**** Materials provided ****

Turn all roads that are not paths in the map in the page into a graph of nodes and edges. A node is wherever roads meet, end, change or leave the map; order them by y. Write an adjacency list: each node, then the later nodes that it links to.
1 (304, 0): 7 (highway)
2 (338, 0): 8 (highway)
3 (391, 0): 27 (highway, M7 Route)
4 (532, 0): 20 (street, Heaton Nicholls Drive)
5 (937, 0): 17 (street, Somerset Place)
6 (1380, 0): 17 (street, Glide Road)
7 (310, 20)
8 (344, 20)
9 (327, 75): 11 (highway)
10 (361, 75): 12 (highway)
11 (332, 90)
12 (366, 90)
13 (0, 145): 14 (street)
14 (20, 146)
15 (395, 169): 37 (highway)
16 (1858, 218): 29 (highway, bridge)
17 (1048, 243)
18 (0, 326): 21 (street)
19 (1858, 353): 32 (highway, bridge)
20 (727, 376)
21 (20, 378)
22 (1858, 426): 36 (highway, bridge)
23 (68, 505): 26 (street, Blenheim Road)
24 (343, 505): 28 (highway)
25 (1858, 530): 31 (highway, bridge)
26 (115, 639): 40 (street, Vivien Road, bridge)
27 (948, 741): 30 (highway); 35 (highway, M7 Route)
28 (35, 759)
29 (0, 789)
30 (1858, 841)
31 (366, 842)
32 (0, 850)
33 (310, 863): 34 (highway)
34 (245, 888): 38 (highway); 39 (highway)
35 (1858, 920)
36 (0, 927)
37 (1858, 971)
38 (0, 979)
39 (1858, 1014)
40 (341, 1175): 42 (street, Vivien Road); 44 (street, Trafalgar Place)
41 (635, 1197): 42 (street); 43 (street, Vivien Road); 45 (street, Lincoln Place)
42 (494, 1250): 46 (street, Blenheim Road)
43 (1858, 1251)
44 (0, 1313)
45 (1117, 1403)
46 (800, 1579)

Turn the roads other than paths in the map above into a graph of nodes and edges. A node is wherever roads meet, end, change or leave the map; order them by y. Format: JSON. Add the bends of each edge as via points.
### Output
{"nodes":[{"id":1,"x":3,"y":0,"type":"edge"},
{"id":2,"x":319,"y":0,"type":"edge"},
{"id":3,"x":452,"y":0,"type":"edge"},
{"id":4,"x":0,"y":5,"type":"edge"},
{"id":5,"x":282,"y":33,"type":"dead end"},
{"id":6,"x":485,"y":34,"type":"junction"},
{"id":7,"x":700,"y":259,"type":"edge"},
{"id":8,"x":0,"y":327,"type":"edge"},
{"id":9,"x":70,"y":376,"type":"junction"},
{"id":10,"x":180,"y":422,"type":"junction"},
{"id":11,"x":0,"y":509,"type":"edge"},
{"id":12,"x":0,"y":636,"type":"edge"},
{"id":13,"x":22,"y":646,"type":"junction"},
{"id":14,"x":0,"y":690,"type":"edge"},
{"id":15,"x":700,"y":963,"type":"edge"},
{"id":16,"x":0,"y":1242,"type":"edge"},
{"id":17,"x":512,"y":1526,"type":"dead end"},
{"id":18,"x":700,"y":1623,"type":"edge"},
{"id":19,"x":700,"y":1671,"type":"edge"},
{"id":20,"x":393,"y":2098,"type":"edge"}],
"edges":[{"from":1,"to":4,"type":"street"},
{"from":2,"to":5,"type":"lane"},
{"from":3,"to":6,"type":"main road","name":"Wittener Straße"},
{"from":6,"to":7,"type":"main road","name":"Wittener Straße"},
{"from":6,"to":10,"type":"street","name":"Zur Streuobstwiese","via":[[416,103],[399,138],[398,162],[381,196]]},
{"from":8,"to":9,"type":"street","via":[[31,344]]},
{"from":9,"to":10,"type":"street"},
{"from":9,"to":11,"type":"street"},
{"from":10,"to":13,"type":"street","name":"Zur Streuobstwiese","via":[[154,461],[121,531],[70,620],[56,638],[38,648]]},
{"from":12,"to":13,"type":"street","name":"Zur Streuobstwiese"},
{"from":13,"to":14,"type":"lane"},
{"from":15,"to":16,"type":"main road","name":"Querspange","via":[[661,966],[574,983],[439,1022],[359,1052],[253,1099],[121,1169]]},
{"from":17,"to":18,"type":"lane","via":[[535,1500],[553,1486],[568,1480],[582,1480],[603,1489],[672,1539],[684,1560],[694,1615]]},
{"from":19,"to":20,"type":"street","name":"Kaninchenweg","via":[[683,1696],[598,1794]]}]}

****

[What is needed]: Only a number is expected here: the tally of lines above that contain "bridge". Please write nothing more.

[Result of the exercise]: 5